As lawmakers turn from the November elections to the work of balancing the federal budget, it’s necessary to reflect on the messages that voters conveyed. Americans expect our leaders to make our economy work for working families, invest in education and healthcare, rebuild the middle class, fight for good jobs and oppose efforts to strip Americans of their rights.

An important outcome of these elections, especially given the constant sparring in this area, is that when questions were on the ballot about public education, voters supported public education nearly every time.

Weingarten with students and educators in Toledo, Ohio. Photo by Madalyn Ruggiero.

Californians approved a measure—in these hard economic times—affirming that we have a responsibility to invest in our schools and that the wealthy can afford to pay their fair share. In Ohio, voters passed levies to invest in public schools after years of crippling cuts. Indianans ousted the state superintendent who had sought to run schools like businesses. Voters in Idaho said no to the fixation on standardized testing. And Floridians turned down an expansion of private school voucher programs as well as an initiative that would have resulted in drastic cuts to public education and other public services.
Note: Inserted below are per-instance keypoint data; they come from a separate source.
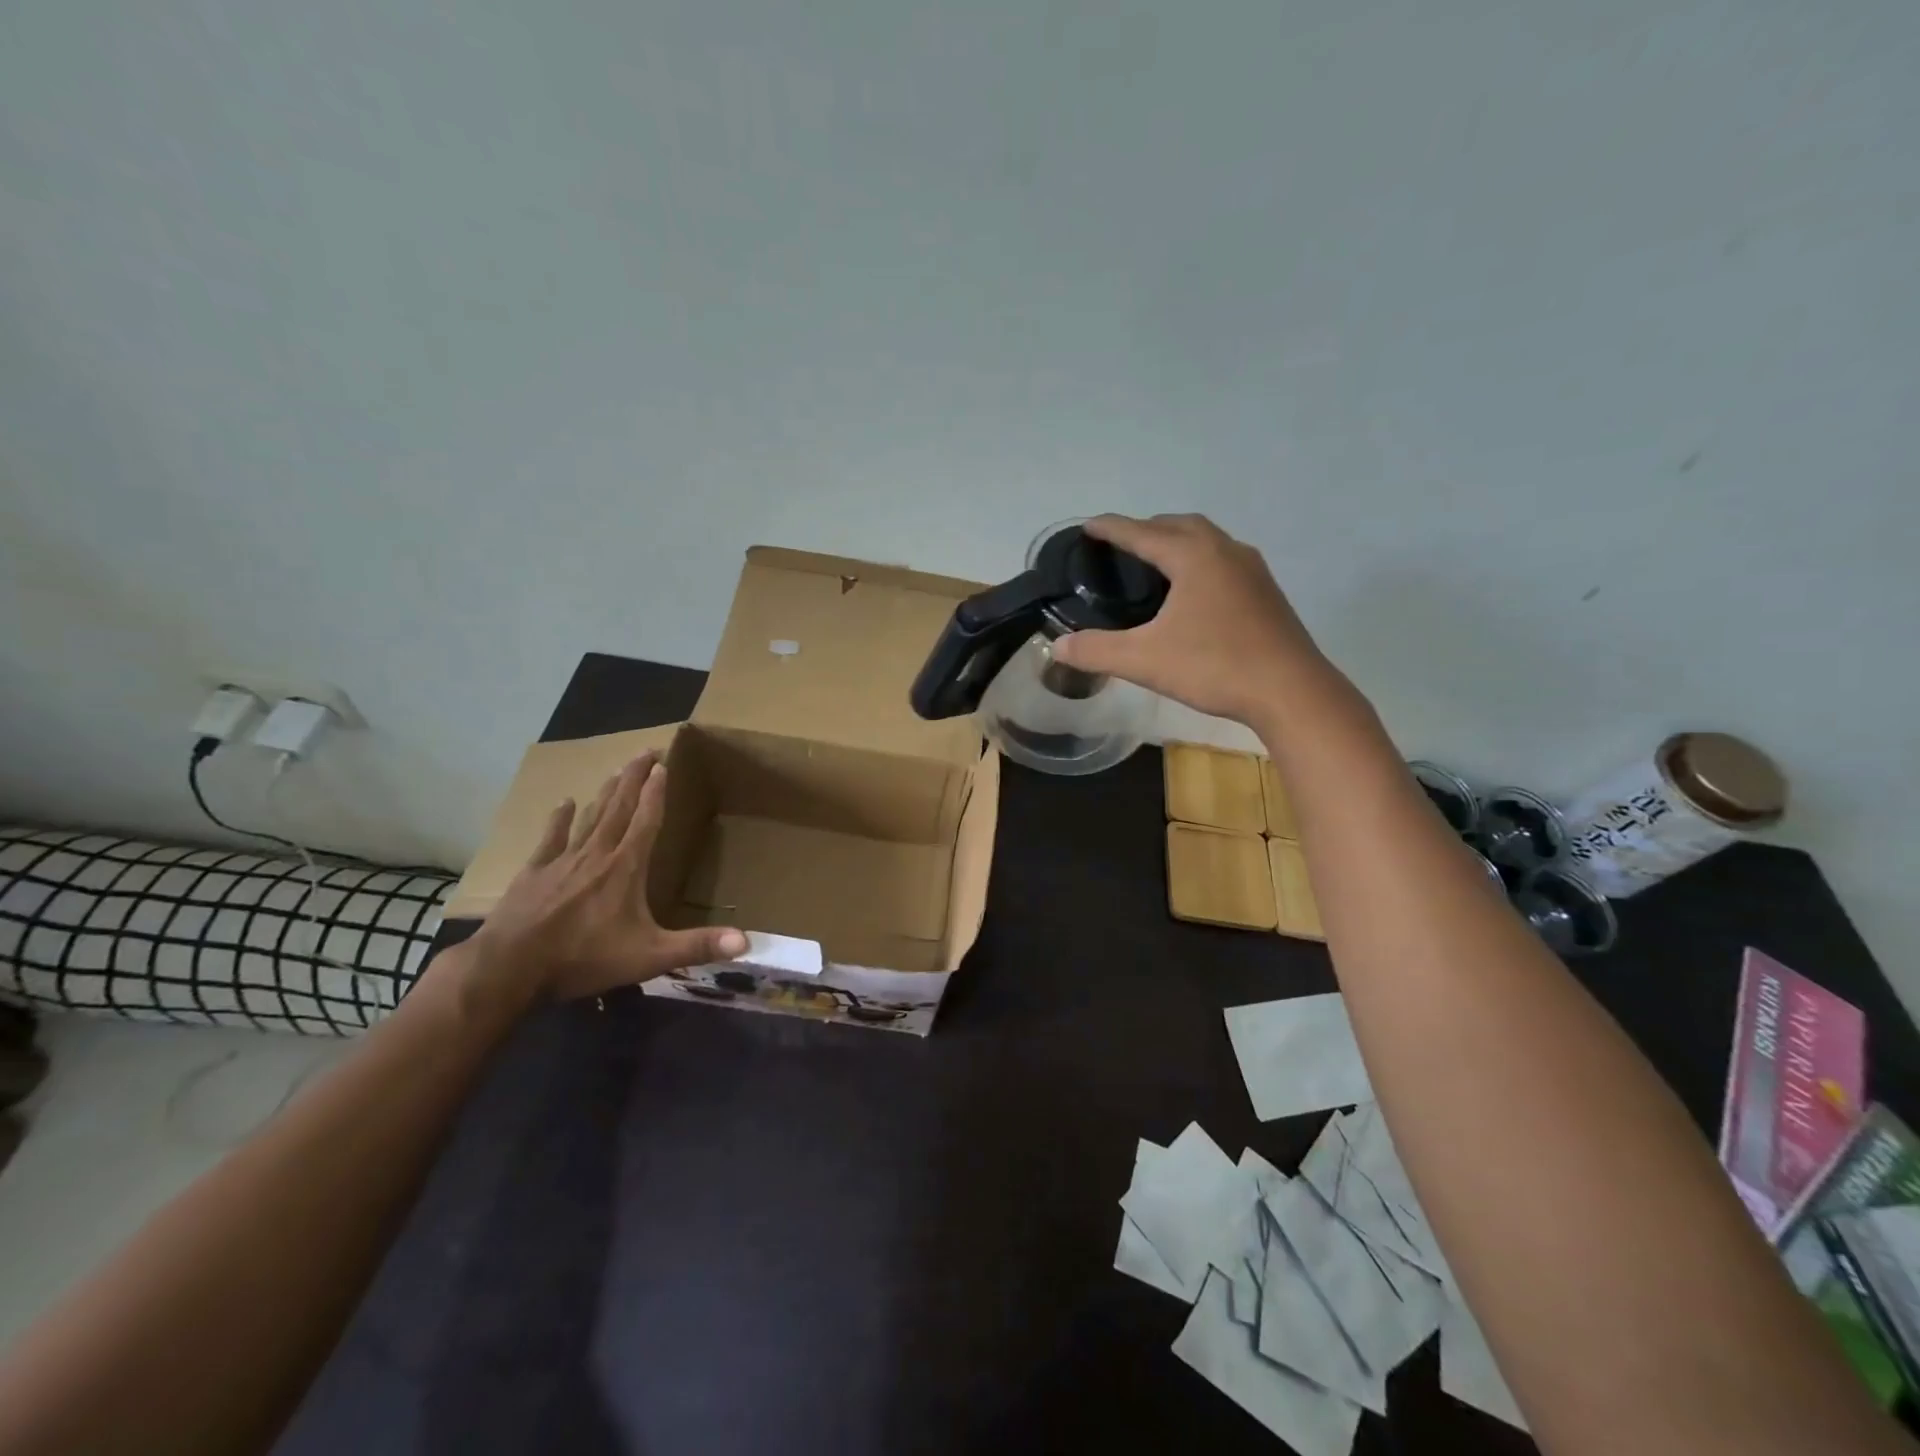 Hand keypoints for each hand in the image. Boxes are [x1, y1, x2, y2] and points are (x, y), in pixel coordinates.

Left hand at [470, 751, 745, 1000]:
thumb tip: (746, 941)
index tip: (663, 765)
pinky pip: (551, 838)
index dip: (656, 793)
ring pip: (590, 817)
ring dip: (605, 792)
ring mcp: (562, 861)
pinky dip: (560, 819)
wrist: (510, 968)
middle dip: (634, 779)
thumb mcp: (650, 956)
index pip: (646, 820)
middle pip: (619, 808)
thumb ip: (697, 946)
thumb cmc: (584, 958)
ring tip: (616, 770)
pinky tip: (564, 802)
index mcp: (626, 868)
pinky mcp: (534, 874)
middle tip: (644, 751)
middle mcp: (597, 854)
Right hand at [1051, 513, 1334, 725]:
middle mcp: (1225, 550)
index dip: (1110, 528)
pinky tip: (1193, 592)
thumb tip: (1058, 646)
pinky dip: (1199, 562)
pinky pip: (1224, 560)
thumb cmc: (1215, 666)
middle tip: (1120, 547)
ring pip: (1207, 540)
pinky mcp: (1266, 592)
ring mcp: (1252, 570)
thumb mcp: (1144, 660)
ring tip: (1154, 564)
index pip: (1141, 532)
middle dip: (1146, 529)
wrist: (1290, 691)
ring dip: (1177, 542)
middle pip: (1178, 525)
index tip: (1087, 526)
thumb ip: (1096, 651)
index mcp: (1193, 556)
Whether concerning education or other issues, voters’ wisdom—that neither deep cuts nor preferential tax policies for the super-wealthy will strengthen our economy or our country—should be the lens through which Congress views negotiations to avert the so-called fiscal cliff.
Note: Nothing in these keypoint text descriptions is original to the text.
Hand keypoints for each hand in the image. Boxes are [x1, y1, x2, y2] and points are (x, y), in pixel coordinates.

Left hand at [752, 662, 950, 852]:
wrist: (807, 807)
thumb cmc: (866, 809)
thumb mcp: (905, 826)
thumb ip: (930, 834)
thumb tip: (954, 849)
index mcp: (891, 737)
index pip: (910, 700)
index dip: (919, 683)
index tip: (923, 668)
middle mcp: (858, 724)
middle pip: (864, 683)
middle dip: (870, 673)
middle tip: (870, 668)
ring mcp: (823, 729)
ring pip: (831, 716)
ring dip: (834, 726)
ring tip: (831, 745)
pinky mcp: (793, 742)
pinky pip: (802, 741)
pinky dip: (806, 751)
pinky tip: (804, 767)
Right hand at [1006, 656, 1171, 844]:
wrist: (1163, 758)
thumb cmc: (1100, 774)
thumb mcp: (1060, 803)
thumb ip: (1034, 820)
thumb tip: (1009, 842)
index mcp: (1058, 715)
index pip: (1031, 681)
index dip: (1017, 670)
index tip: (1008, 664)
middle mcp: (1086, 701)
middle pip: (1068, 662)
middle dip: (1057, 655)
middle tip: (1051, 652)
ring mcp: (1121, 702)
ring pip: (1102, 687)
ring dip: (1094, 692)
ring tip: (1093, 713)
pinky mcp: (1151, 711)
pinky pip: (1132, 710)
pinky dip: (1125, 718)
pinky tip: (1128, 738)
President Obama made clear in his first news conference after the election that his job is to help the middle class. He said he will fight for balance to ensure that the wealthy pay their fair share, that social safety nets are protected and that we care for the next generation.

That is where public education and teachers unions come in.

Mitt Romney made teachers unions an election issue, saying that he’d deprive them of political voice  and that he’d keep the U.S. Department of Education only so he could use it as a club to beat back teachers unions.

While critics put teachers unions in their crosshairs, the unions in effect serve as proxies for public education. If critics can discredit teachers and their unions, they can build the case for not improving, funding or valuing our public schools.

But facts are stubborn things. The highest-achieving states in the United States are also among the most highly organized. And what priorities does our union, the AFT, organize around? Promoting policies that have proven track records, ensuring adequate and equitable financing of public schools, and ending the harmful fixation on standardized testing.

While probably never intended, the No Child Left Behind Act and the federal Race to the Top program have resulted in such corrosive misuse of testing that test fixation is now the status quo in American public education.

That must change to focus instead on what helps all kids succeed—and what can be scaled up and sustained. That’s why the fiscal cliff debate and its impact on education and investment are so important. We need to target investments on approaches that work: early childhood education; high standards for both students and teachers, such as the Common Core State Standards, matched with high levels of support; shared accountability; wraparound services like healthcare to level the playing field for disadvantaged students; and rich curricula, including the arts and sciences, that light a spark in students.

Electing leaders who will work with us to advance such policies is critically important to America’s educators, nurses and public employees, which is why, on my pre-election visits to 25 states and 59 cities, I saw so many of them volunteer their time to educate voters about the issues and high stakes in this election. I saw many amazing classrooms and schools. But I also met with teachers in Florida who said there is some form of testing in their schools 80 to 90 days each year. I talked to a wonderful teacher in Cleveland who had just retired because, with five classes of up to 50 students each day, she felt she could no longer create a classroom environment that inspires a joy of learning.

We must do right by our children, because when we strengthen access to an excellent education, we are all the better for it.